Watch out for sodium, however. While a handful of salted almonds every now and then is fine, try to find other ways to include unsalted nuts in your diet, including adding them to salads, granola or oatmeal.
Cruciferous vegetables are a class of vegetables that include things like cabbage, broccoli, cauliflower, brussels sprouts, kale and radishes.
These vegetables make our list of the 10 Best Foods to Eat because they are high in Vitamin C, soluble fiber and numerous nutrients that may have anti-cancer properties, including compounds like diindolylmethane, sulforaphane and selenium.
Research from the University of Berkley has indicated that one of the compounds in cruciferous vegetables may have potent anti-cancer properties and suppresses cell proliferation in prostate cancer cells.
These vegetables can be eaten raw with healthy, low-fat dips or in salads. They also are great additions to stir-fry or as stand-alone side-dishes.
Yes, an apple a day might really be able to keep the doctor away. And that’s why they earned a place in the 10 Best Foods to Eat Hall-of-Fame.
Apples are one of the healthiest fruits you can eat.
High in fiber — especially soluble fiber and fruit pectins — and also high in antioxidants, vitamins and trace minerals, apples are a great daily addition to a healthy, clean eating diet. And because they are portable, they make a great, easy-to-transport snack.

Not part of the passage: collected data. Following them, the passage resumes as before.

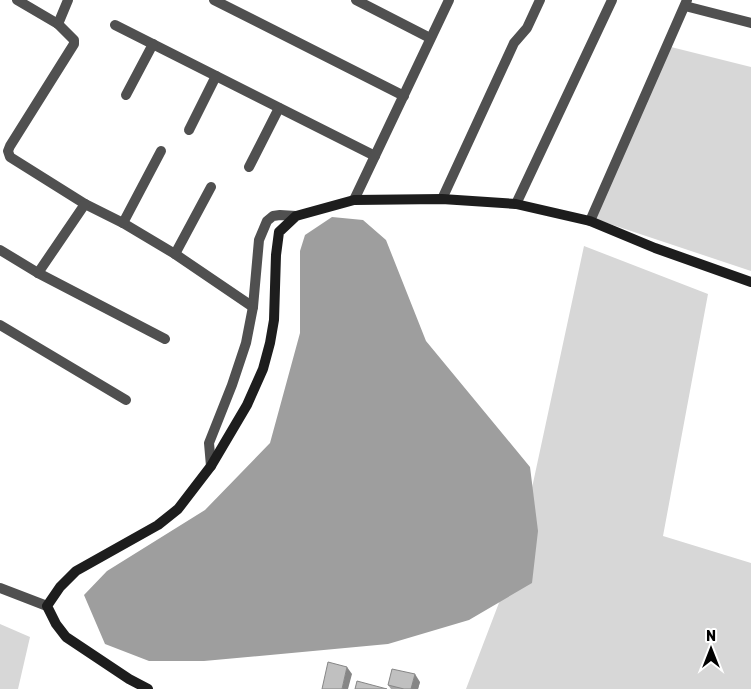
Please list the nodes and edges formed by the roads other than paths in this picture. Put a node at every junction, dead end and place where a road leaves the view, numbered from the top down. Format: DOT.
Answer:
graph roads {
  1 [pos="17,0"];
  2 [pos="68,0"];
  3 [pos="214,0"];
  4 [pos="356,0"];
  5 [pos="449,0"];
  6 [pos="540,0"];
  7 [pos="612,0"];
  8 [pos="686,3"];
  9 [pos="58,24"];
  10 [pos="751,24"];
  11 [pos="115,25"];
  12 [pos="430,38"];
  13 [pos="153,44"];
  14 [pos="216,76"];
  15 [pos="126,95"];
  16 [pos="404,96"];
  17 [pos="280,108"];
  18 [pos="189,130"];
  19 [pos="161,151"];
  20 [pos="375,156"];
  21 [pos="249,167"];
  22 [pos="211,187"];
  23 [pos="442,199"];
  24 [pos="354,200"];
  25 [pos="85,204"];
  26 [pos="516,204"];
  27 [pos="296,216"];
  28 [pos="590,221"];
  29 [pos="123,223"];
  30 [pos="0,250"];
  31 [pos="175,254"];
  32 [pos="38,273"];
  33 [pos="751,282"];
  34 [pos="253,306"];
  35 [pos="0,324"];
  36 [pos="165,339"];
  37 [pos="126,400"];
  38 [pos="211,466"];
  39 [pos="0,588"];
  40 [pos="47,606"];
  41 [pos="148,689"];
  1 -- 9 [label="street"];
  2 -- 9 [label="street"];
  3 -- 16 [label="street"];
  4 -- 12 [label="street"];
  5 -- 12 [label="street"];
  6 -- 23 [label="street"];
  7 -- 26 [label="street"];
  8 -- 10 [label="street"];
  8 -- 28 [label="street"];
  9 -- 25 [label="street"];
  11 -- 13 [label="street"];
  12 -- 16 [label="street"];
  13 -- 14 [label="street"];
  13 -- 15 [label="street"];
  14 -- 17 [label="street"];
  14 -- 18 [label="street"];
  16 -- 20 [label="street"];
  17 -- 20 [label="street"];
  17 -- 21 [label="street"];
  19 -- 29 [label="street"];
  20 -- 24 [label="street"];
  22 -- 31 [label="street"];
  23 -- 24 [label="street"];
  23 -- 26 [label="street"];
  24 -- 27 [label="street"];
  25 -- 29 [label="street"];
  25 -- 32 [label="street"];
  26 -- 28 [label="street"];
  27 -- 34 [label="street"];
  27 -- 38 [label="street"];
  28 -- 33 [label="street"];
  29 -- 31 [label="street"];
  30 -- 32 [label="street"];
  31 -- 34 [label="street"];
  32 -- 36 [label="street"];
  34 -- 38 [label="street"];
  35 -- 37 [label="street"];
  38 -- 40 [label="street"];
  39 -- 40 [label="street"];
  40 -- 41 [label="street"];
}
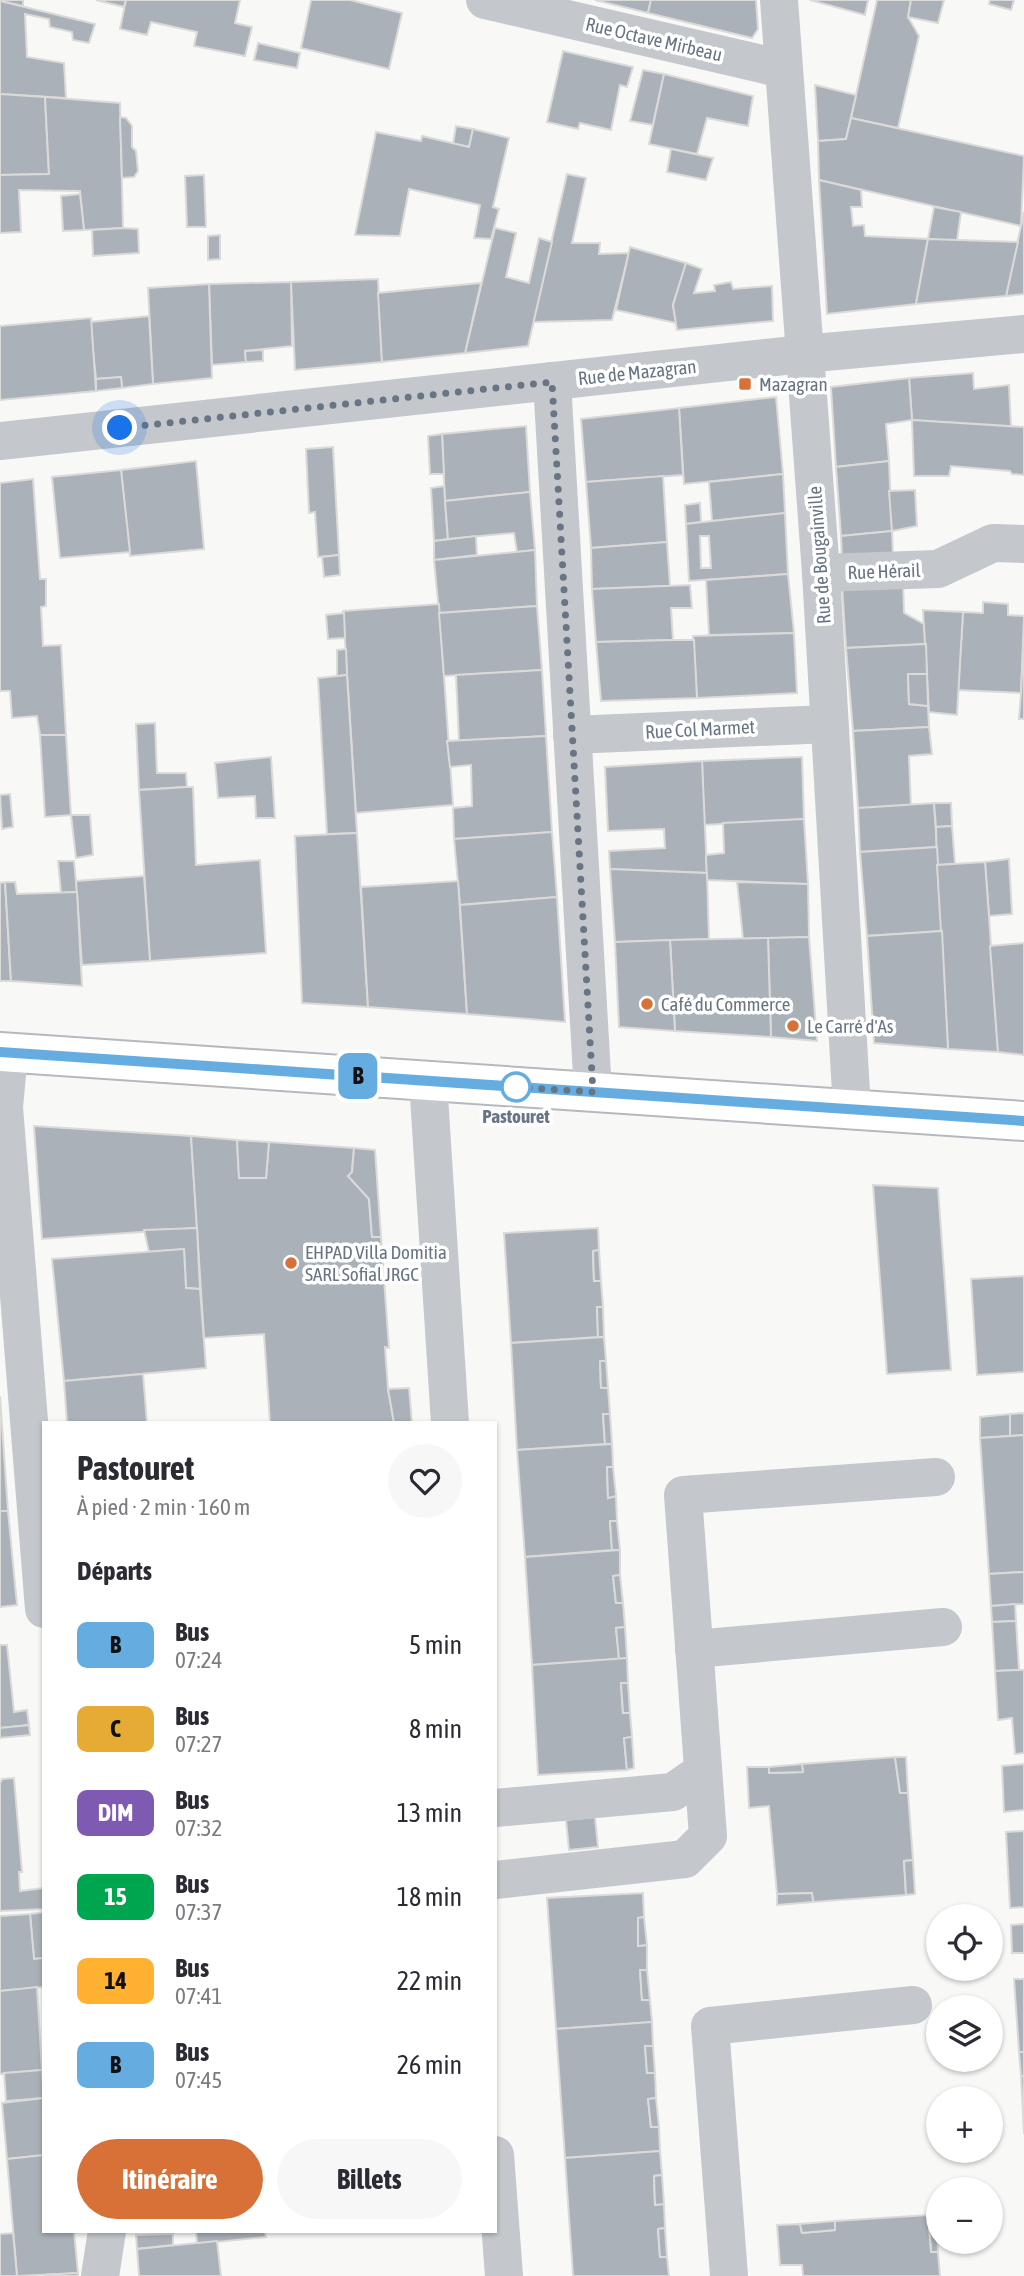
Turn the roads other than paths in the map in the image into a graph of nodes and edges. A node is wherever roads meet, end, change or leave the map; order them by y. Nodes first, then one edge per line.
1 (485, 0) edge
2 (779, 0) edge
3 (783, 69) junction
4 (1024, 334) edge
5 (803, 355) junction
6 (552, 382) junction
7 (0, 441) edge
8 (1024, 544) edge
9 (821, 573) junction
10 (829, 724) junction
11 (572, 735) junction
12 (4, 1052) edge
13 (428, 1081) junction
14 (593, 1092) junction
15 (852, 1110) junction
16 (1024, 1121) edge
17 (450, 1421) edge
18 (936, 1477) dead end
19 (42, 1584) edge
20 (943, 1627) dead end
21 (694, 1649) junction
22 (703, 1771) junction
23 (497, 1808) edge
24 (497, 1880) edge
25 (913, 2006) dead end
26 (497, 2182) edge
27 (107, 2233) edge
28 (100, 2276) edge
29 (504, 2276) edge
30 (729, 2276) edge

1 - 3 street, Rue Octave Mirbeau
2 - 3 street, Rue de Bougainville
3 - 5 street, Rue de Bougainville
4 - 5 street, Rue de Mazagran
5 - 6 street, Rue de Mazagran
5 - 9 street, Rue de Bougainville
6 - 7 street, Rue de Mazagran
6 - 11 street
8 - 9 street, Rue Hérail
9 - 10 street, Rue de Bougainville
10 - 11 street, Rue Col Marmet
10 - 15 street, Rue de Bougainville
11 - 14 street
12 - 13 main road
12 - 19 street
13 - 14 main road
13 - 17 street
14 - 15 main road
15 - 16 main road
18 - 21 street
20 - 21 street
21 - 22 street
22 - 23 street
22 - 24 street
25 - 30 street
26 - 29 street
27 - 28 street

Research indicates that regular apple consumption may help reduce the risk of colon cancer, prostate cancer and lung cancer.
Even better, they are relatively low in sugar, calories and contain no fat or cholesterol. While apples are great whole, don’t forget that they make an excellent, crispy addition to salads or your morning oatmeal, cold cereal or muesli.
Berries like raspberries, blackberries, blueberries, cranberries and strawberries all make the10 Best Foods To Eat list because like apples and cruciferous vegetables, they are all extremely high in antioxidants, low in fat, and are good sources of fiber.
Berries are also relatively low in sugars compared to other fruits like bananas, which make them ideal for people who prefer to keep their carbohydrate intake lower.
They also freeze very well, making them a great “fresh” frozen fruit to keep on hand in the freezer to throw into smoothies or on your cereal or oatmeal in the morning.
Last, but not least, are salad greens.While green leafy vegetables are a great low-calorie source of antioxidants, vitamins and trace minerals, those greens can be ruined by slathering them in heavy mayonnaise or cream-based dressings.
Opt instead to dress them with lighter vinegerettes that use cold-pressed healthy oils like olive oil, nut oils or avocado oil. These oils are high in heart-friendly fats, which may actually discourage fat storage and have additional health benefits.
Also, encourage yourself to eat more healthy greens by getting a salad spinner and preparing and bagging your own lettuce at home. Not only will this ensure you always have lots of fresh, crisp salad on hand, but it’s also more economical than buying the pre-bagged stuff at the grocery.
Don’t forget heartier greens like kale and spinach, which can be eaten mixed in green salads, or are great additions to soups. Dark, leafy vegetables are great sources of vitamins and minerals and can provide a flavor boost to all kinds of soups and dishes.
The Secret To Healthy Eating: Combining The Best Foods Together
You’ll get the most nutritional punch by combining the foods from the list above. This is known as a portfolio approach to eating.
By including a wide-range of different sources of antioxidants, healthy fats, proteins and complex carbohydrates, you can “super-charge” your meals and diet.
There is mounting evidence that phytochemicals, micro-nutrients, and certain vitamins and minerals work together in the body to fight disease, maintain energy and regulate key metabolic functions.
So try to include all of these healthy foods into your diet on a regular basis for the best results.